◆ **RECORDS SUPPLIED**:
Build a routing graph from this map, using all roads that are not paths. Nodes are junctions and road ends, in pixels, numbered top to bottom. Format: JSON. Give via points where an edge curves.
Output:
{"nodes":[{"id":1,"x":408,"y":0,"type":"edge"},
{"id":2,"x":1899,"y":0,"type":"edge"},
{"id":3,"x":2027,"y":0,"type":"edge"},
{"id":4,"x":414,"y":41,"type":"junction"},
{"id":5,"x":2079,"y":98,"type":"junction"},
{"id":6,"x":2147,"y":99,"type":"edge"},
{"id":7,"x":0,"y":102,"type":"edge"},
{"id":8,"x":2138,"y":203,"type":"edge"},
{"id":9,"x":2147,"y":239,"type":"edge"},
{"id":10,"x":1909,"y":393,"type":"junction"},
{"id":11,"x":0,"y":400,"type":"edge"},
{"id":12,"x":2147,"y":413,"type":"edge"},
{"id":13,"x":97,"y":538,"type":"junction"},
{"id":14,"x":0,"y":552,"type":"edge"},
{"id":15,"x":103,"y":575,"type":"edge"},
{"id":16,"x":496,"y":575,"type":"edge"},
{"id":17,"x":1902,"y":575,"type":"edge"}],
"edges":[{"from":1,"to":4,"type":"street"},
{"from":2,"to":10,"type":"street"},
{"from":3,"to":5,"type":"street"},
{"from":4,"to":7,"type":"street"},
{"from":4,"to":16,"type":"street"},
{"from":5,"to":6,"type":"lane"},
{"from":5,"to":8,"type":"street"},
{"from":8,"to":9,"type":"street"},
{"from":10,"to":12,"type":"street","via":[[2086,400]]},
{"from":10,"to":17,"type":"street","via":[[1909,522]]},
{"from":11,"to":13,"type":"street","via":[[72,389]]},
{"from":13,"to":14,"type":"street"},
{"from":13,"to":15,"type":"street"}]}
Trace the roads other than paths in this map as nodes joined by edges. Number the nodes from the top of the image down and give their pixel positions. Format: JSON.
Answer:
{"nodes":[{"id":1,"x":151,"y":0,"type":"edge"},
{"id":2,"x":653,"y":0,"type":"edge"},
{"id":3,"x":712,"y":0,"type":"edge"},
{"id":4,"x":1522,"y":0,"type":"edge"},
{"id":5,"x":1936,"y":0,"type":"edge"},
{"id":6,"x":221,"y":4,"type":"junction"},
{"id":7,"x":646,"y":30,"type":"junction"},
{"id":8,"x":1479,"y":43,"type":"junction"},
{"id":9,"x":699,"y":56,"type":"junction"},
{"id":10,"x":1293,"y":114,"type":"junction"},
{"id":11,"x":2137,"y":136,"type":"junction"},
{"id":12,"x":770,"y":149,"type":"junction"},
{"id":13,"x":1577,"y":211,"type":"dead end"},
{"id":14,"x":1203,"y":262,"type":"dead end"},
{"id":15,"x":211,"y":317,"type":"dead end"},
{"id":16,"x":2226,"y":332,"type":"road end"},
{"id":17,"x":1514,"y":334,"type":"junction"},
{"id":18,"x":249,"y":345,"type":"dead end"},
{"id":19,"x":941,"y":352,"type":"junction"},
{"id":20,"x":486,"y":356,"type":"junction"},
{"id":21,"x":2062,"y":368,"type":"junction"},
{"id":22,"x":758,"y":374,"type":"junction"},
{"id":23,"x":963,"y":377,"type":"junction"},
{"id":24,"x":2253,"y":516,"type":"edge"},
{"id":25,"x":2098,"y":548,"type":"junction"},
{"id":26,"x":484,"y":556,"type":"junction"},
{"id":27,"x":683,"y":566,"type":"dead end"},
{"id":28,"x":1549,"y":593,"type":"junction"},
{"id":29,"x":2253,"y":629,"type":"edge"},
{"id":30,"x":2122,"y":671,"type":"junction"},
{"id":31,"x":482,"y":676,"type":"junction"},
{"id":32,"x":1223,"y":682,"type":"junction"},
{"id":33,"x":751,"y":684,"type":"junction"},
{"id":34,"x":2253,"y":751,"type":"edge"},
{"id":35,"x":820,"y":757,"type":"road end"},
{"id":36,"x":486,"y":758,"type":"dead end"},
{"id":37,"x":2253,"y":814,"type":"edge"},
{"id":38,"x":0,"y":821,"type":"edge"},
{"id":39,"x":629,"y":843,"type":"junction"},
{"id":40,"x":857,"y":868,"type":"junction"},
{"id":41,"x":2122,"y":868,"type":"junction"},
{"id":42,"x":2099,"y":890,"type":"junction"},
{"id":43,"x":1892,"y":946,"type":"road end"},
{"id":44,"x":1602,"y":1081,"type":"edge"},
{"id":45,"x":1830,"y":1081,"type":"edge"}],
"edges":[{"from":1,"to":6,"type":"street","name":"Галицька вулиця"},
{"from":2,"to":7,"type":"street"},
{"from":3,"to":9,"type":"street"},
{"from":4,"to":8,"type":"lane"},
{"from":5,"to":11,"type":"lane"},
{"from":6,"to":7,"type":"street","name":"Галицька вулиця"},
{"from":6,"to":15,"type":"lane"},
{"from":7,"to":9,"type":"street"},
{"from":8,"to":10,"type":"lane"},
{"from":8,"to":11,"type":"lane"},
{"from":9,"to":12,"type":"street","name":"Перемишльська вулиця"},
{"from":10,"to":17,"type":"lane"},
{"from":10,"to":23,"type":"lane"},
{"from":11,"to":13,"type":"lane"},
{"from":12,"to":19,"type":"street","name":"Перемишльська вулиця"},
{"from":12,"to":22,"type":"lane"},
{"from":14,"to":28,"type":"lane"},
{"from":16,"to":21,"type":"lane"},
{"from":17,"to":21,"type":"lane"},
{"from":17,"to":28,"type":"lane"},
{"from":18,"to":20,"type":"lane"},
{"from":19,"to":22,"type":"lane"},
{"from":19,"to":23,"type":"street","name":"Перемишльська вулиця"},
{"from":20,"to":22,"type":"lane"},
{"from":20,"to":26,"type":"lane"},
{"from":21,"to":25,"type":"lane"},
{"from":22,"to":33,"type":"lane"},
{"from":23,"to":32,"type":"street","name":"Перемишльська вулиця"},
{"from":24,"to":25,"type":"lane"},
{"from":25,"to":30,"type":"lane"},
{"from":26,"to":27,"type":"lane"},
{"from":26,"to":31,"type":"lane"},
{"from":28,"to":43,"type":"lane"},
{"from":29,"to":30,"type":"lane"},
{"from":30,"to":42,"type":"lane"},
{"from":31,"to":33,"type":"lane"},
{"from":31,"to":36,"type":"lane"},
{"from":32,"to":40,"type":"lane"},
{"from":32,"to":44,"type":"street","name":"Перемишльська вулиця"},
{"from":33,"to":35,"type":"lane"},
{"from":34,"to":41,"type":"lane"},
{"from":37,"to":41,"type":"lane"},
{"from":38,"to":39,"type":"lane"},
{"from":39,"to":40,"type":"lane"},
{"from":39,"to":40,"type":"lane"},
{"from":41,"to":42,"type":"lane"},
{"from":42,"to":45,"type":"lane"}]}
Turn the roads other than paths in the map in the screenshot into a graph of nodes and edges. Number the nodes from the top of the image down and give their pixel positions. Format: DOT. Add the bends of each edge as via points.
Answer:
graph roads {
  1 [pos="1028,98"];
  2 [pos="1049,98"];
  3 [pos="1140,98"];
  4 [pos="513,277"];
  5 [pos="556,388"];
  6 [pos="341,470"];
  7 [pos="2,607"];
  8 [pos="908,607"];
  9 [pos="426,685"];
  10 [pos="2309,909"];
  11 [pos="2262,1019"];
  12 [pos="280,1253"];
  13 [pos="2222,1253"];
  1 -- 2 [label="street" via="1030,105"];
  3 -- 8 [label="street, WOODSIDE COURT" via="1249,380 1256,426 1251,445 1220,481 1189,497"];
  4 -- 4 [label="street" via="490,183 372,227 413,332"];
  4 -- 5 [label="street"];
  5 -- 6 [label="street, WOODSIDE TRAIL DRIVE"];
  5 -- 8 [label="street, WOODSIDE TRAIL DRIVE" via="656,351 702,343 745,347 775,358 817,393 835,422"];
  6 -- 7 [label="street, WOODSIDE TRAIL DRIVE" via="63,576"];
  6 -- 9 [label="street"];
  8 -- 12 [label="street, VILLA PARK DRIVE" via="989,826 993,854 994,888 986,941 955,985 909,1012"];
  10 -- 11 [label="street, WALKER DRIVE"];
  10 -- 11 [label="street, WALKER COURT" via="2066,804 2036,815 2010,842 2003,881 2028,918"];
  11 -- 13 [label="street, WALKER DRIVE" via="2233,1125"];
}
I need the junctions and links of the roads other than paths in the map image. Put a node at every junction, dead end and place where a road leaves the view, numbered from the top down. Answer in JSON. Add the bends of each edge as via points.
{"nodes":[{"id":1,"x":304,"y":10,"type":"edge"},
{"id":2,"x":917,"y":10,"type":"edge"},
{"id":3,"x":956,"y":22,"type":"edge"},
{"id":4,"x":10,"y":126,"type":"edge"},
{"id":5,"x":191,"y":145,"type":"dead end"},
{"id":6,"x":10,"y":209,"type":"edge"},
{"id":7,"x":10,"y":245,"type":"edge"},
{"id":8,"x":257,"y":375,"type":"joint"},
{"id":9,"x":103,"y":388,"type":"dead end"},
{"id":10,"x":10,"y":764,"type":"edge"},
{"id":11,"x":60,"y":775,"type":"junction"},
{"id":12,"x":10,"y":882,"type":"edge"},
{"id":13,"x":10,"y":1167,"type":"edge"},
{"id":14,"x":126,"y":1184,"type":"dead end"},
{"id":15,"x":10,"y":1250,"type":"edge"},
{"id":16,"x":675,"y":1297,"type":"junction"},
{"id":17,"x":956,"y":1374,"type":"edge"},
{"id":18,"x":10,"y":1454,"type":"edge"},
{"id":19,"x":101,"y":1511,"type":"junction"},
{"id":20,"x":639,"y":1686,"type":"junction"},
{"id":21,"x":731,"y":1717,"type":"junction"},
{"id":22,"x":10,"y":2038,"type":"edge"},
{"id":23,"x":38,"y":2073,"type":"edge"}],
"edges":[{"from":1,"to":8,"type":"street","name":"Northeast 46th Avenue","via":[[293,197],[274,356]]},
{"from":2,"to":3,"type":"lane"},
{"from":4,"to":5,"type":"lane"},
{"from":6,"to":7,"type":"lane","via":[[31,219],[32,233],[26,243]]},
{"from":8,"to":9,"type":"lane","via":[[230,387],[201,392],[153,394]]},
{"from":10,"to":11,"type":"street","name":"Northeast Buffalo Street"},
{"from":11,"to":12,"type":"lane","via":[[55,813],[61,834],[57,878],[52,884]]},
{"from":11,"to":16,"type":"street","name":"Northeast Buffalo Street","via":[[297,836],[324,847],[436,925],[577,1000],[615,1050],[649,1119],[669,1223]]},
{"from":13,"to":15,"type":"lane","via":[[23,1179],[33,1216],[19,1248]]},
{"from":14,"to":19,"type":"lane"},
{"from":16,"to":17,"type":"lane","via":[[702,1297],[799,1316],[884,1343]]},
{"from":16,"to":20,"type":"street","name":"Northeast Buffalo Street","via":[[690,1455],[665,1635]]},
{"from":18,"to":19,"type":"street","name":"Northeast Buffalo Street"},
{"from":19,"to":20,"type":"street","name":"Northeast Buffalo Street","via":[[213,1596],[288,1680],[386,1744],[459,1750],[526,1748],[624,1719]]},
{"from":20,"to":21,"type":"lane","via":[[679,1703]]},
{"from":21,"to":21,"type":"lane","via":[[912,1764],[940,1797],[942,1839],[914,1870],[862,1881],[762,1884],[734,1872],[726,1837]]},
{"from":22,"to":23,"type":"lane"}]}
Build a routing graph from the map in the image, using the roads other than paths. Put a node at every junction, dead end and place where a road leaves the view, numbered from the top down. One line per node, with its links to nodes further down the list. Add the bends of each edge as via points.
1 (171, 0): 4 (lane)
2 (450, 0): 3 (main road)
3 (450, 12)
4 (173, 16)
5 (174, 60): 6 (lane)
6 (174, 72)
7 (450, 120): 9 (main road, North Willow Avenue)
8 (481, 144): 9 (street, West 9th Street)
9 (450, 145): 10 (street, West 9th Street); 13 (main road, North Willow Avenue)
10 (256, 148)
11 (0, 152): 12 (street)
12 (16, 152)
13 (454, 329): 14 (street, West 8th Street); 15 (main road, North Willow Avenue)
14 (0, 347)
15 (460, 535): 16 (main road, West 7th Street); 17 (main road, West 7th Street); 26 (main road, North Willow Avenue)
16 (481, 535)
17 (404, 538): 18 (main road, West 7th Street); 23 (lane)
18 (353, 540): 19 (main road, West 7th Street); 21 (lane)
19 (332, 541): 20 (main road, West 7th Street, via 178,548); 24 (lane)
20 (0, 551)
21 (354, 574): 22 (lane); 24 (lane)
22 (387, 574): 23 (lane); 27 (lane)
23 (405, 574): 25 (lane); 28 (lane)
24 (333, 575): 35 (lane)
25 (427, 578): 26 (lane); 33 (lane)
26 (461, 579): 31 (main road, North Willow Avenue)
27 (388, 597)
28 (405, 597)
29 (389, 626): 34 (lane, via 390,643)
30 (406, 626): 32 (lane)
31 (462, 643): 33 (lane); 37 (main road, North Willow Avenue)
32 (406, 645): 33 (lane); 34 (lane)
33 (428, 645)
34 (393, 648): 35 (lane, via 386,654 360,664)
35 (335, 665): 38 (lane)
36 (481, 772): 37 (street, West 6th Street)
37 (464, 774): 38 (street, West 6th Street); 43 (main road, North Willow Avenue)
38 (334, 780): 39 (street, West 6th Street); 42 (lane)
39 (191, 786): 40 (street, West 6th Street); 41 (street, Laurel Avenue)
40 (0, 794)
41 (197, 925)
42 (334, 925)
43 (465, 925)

◆ **WHAT IS BEING ASKED**: Report all lines above with "WOODSIDE".

◆ **ANSWER TO THE EXERCISE**:
  3 -- 8 [label="street, WOODSIDE COURT" via="1249,380 1256,426 1251,445 1220,481 1189,497"];
  5 -- 6 [label="street, WOODSIDE TRAIL DRIVE"];
  5 -- 8 [label="street, WOODSIDE TRAIL DRIVE" via="656,351 702,343 745,347 775,358 817,393 835,422"];
  6 -- 7 [label="street, WOODSIDE TRAIL DRIVE" via="63,576"];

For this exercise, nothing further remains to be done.